That's how I get my data, well at least substantively check some of my data. Behavioral analytics a.k.a big anecdata. With great care and restraint it is possible to extract useful information from a large amount of biased sources - just can't publish it unless you want to spend the rest of your life arguing with people who argue for a living and do little else (academics).
With enough data it's possible to disambiguate between genetically linked behaviors and learned behaviors because of the different diffuse patterns through disparate populations. The summary is that behavior and intelligence is absolutely dominated by genes, there is really only a 13% residual - so on a nature vs nurture spectrum the nurture is less than 13%.
The stronger the selection criteria bias on intelligence the more likely a RCCX gene variant (SNPs) will be selected, specifically TNXB (burnout / ME/CFS), C4 (schizophrenia), and CYP21A2 (generalized anxiety disorder).

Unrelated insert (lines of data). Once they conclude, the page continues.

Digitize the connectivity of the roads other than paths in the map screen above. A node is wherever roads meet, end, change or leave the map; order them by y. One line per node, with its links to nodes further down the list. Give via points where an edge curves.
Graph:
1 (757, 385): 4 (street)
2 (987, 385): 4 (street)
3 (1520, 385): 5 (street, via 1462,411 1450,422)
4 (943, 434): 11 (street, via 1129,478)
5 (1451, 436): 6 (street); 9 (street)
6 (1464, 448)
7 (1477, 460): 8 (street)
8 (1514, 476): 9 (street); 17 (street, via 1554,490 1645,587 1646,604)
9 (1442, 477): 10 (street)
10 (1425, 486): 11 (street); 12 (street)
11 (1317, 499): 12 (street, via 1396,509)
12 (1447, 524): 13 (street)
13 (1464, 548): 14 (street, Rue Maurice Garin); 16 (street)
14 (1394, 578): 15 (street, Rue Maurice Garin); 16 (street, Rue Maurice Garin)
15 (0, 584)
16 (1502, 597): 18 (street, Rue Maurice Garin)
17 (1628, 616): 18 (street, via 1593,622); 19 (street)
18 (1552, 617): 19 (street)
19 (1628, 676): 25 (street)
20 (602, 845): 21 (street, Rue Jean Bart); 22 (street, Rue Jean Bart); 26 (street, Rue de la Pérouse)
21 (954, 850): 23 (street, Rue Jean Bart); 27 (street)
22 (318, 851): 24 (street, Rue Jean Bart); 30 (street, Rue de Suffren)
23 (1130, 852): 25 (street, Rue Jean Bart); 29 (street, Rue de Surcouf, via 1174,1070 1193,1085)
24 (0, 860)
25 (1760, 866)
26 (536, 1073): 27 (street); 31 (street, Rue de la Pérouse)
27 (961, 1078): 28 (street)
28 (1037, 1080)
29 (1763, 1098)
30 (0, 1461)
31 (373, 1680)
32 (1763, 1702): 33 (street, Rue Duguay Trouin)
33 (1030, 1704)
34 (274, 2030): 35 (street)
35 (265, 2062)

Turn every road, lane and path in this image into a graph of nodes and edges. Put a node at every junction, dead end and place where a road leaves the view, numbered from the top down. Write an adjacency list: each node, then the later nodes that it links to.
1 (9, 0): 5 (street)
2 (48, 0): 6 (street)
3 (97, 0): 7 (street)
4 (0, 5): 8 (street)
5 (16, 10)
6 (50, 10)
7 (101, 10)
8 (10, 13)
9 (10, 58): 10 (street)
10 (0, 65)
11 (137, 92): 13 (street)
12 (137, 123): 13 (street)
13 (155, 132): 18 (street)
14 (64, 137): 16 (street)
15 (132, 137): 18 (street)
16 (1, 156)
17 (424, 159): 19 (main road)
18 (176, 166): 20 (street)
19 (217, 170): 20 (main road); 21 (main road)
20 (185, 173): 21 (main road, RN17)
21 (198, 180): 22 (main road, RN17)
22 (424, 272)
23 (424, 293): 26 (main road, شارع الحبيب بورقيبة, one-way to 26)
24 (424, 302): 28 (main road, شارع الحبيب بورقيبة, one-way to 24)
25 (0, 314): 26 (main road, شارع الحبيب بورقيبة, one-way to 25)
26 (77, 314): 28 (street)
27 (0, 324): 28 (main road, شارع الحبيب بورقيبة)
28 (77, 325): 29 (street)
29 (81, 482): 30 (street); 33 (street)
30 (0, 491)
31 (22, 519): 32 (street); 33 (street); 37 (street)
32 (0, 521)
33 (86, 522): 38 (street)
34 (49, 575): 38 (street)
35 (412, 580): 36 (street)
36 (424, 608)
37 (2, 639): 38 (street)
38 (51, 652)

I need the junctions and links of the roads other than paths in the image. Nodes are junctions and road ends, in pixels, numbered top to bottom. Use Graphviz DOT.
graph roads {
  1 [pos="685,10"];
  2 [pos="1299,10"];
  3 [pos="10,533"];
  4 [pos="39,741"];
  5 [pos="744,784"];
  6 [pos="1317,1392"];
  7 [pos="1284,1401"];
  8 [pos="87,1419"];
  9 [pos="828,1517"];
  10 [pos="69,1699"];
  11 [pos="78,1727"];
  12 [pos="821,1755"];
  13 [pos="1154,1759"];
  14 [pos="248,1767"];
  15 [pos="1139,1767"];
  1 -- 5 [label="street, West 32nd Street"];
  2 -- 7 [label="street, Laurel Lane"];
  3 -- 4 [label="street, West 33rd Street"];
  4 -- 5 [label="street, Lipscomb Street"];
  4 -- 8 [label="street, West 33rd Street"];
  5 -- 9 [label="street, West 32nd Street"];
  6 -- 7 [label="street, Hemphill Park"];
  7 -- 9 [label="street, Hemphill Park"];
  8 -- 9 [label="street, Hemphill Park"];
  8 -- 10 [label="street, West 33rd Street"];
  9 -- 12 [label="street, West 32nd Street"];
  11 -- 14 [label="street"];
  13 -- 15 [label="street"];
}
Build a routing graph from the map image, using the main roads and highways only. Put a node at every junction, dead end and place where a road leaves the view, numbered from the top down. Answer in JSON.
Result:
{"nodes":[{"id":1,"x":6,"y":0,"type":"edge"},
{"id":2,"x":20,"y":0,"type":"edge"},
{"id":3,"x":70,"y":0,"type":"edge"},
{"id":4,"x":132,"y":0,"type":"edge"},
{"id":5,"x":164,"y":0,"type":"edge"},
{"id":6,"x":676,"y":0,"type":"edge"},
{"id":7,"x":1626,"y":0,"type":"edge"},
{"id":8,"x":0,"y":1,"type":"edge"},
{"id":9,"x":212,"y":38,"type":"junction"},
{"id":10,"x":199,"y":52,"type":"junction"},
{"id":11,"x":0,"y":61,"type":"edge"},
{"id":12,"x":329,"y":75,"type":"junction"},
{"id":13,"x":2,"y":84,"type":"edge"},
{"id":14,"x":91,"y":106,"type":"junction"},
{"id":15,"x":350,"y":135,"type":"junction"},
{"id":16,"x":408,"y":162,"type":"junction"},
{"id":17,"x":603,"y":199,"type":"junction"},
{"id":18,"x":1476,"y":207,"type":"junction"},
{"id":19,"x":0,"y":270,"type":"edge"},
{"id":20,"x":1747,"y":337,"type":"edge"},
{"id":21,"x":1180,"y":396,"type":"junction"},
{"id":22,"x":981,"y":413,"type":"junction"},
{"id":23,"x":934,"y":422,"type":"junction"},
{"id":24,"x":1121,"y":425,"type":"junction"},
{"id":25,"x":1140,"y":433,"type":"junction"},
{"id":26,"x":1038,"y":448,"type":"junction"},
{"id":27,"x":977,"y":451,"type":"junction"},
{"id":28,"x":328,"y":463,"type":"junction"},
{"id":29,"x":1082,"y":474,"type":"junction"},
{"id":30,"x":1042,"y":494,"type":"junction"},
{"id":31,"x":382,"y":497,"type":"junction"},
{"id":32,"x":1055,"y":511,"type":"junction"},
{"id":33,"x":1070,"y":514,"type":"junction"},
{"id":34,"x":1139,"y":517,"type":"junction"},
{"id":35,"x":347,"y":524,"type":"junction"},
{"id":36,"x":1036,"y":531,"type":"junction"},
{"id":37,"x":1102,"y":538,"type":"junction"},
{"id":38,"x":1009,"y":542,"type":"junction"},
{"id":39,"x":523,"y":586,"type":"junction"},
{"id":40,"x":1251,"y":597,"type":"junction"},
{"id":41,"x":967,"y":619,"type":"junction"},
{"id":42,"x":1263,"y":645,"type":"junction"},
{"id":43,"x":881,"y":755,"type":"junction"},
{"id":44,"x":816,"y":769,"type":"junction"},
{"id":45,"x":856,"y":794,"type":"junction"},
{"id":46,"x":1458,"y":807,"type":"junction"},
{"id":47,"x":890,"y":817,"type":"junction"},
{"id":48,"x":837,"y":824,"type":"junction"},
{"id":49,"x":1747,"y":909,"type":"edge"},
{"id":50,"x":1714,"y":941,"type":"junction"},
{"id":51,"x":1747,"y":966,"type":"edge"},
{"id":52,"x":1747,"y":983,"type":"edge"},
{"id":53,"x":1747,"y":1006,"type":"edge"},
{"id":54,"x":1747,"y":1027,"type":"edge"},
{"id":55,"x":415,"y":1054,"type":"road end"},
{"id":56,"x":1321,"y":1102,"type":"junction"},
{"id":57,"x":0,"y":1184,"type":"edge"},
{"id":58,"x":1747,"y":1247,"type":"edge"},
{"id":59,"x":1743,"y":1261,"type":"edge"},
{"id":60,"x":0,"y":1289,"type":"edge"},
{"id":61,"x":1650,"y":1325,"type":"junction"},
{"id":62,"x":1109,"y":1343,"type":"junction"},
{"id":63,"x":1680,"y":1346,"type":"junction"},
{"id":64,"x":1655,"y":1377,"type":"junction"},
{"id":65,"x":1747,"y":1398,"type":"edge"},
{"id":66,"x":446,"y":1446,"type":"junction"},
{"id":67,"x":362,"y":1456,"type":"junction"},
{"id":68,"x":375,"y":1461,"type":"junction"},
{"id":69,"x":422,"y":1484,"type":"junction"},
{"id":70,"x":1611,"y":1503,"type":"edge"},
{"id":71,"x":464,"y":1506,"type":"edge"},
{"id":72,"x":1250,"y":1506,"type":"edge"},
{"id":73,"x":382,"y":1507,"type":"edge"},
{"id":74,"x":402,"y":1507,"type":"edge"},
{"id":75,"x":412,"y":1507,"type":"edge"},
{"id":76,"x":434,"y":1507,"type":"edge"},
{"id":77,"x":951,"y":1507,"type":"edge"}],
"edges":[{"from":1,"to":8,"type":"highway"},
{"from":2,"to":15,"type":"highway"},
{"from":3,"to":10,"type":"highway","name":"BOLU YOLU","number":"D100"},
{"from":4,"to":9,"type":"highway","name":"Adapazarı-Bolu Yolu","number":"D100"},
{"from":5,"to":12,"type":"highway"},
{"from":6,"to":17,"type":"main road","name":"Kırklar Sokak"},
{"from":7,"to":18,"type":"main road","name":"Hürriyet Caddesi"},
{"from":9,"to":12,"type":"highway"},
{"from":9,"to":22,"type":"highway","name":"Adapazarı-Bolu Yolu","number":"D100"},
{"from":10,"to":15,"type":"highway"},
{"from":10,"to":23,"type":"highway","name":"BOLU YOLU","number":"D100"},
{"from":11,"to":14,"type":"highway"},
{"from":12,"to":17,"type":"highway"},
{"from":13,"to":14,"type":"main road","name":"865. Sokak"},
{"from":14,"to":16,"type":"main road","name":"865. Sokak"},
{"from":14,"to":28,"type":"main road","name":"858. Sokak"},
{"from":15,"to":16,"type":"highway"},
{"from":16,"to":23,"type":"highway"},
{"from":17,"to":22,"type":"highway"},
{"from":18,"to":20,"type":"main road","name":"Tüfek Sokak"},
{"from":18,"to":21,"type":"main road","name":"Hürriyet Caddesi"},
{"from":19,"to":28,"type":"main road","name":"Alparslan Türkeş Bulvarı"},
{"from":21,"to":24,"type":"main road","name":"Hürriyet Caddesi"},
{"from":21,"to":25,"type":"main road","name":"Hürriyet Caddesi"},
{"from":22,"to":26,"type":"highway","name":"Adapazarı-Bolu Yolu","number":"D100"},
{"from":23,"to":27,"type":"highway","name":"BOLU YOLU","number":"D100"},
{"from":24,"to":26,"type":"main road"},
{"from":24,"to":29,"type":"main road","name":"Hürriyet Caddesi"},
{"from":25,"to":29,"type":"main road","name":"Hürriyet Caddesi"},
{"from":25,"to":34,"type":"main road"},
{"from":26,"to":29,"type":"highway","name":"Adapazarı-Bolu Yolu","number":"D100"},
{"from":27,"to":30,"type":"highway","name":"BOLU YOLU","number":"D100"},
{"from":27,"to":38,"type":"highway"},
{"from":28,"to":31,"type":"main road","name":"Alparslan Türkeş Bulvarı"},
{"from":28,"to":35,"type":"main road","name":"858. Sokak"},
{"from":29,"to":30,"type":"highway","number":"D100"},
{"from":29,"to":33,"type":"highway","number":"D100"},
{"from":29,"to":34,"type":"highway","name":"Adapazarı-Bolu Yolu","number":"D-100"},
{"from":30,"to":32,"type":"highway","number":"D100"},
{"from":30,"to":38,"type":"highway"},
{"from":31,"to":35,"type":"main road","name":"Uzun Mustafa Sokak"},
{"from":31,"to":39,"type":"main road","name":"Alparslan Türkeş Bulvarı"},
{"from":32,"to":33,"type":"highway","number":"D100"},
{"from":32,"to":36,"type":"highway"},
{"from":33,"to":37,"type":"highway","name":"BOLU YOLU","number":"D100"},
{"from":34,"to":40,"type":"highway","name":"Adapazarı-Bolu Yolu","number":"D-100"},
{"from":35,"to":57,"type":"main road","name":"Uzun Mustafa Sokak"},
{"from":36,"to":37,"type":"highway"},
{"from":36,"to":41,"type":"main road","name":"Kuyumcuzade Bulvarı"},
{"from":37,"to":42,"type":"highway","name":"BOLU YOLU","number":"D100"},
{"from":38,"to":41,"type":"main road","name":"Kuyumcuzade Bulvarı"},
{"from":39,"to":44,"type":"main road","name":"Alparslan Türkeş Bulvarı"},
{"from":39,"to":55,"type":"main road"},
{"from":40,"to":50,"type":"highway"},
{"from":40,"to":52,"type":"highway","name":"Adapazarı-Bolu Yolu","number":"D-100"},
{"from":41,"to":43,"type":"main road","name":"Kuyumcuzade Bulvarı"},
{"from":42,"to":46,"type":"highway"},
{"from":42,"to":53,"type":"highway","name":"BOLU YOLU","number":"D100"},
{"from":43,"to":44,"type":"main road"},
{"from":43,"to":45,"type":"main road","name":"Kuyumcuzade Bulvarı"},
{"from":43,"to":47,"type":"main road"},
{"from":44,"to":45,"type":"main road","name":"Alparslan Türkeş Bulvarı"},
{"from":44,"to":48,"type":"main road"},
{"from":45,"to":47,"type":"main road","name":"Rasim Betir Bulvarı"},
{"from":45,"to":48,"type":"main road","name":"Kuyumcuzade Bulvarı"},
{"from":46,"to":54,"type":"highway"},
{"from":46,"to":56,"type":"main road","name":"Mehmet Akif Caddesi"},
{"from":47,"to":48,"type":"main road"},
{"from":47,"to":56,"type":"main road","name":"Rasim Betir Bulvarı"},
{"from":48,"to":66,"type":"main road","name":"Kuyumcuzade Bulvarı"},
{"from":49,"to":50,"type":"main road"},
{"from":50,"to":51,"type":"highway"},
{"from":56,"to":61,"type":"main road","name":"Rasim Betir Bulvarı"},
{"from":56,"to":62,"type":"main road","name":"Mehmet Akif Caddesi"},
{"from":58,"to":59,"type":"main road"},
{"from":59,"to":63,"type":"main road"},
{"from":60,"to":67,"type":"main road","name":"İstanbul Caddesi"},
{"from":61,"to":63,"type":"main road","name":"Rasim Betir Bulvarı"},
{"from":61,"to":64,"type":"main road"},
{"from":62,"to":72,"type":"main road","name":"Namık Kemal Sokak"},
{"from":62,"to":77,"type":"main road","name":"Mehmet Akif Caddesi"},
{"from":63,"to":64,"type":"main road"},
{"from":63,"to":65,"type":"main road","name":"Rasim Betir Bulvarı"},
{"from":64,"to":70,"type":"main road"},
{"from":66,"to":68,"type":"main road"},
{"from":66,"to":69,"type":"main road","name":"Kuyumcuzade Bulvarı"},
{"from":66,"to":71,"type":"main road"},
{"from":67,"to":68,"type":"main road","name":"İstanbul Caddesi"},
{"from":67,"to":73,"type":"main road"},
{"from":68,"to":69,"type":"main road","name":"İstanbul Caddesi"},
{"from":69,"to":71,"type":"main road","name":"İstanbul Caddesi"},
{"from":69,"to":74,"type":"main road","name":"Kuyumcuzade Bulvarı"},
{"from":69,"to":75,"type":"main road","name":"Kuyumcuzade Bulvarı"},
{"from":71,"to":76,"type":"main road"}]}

You may wonder why this doesn't come up in GWAS studies - usually there is an assumption of independence of SNPs due to the idea that most SNPs are very old and genetic drift has been sufficient to provide this independence. Since these individual SNPs are so behaviorally impactful there a strong sexual selection bias that takes place so those assumptions don't hold and thus the math is bunk. I could spend forever talking about the incompetence of medical research.
Dr Jessica Eccles is probably doing the best research where she talks about the shocking 'overrepresentation' of Generalized Hypermobility Disorders (GHD) in the Long Covid populations. In my view the only difference between GHD and hEDS is the number and severity of TNXB SNPs, so while 2% of the population are impacted most of those are only mildly impacted. The co-occurrence of multiple TNXB SNPs is much higher random chance - again from the aforementioned sexual selection biases. In general researchers into such conditions assume TNXB SNPs are far too common to cause such a rare disease, the thing is that it's not a rare disease - just rarely diagnosed and surfaces in a variety of complex ways that look completely different to the untrained eye.
You can get a Deep Whole Genome Sequence for ~ $280 from dantelabs and then you'll know for sure.
Also very funny you inspect my account to figure out I'm a physicist.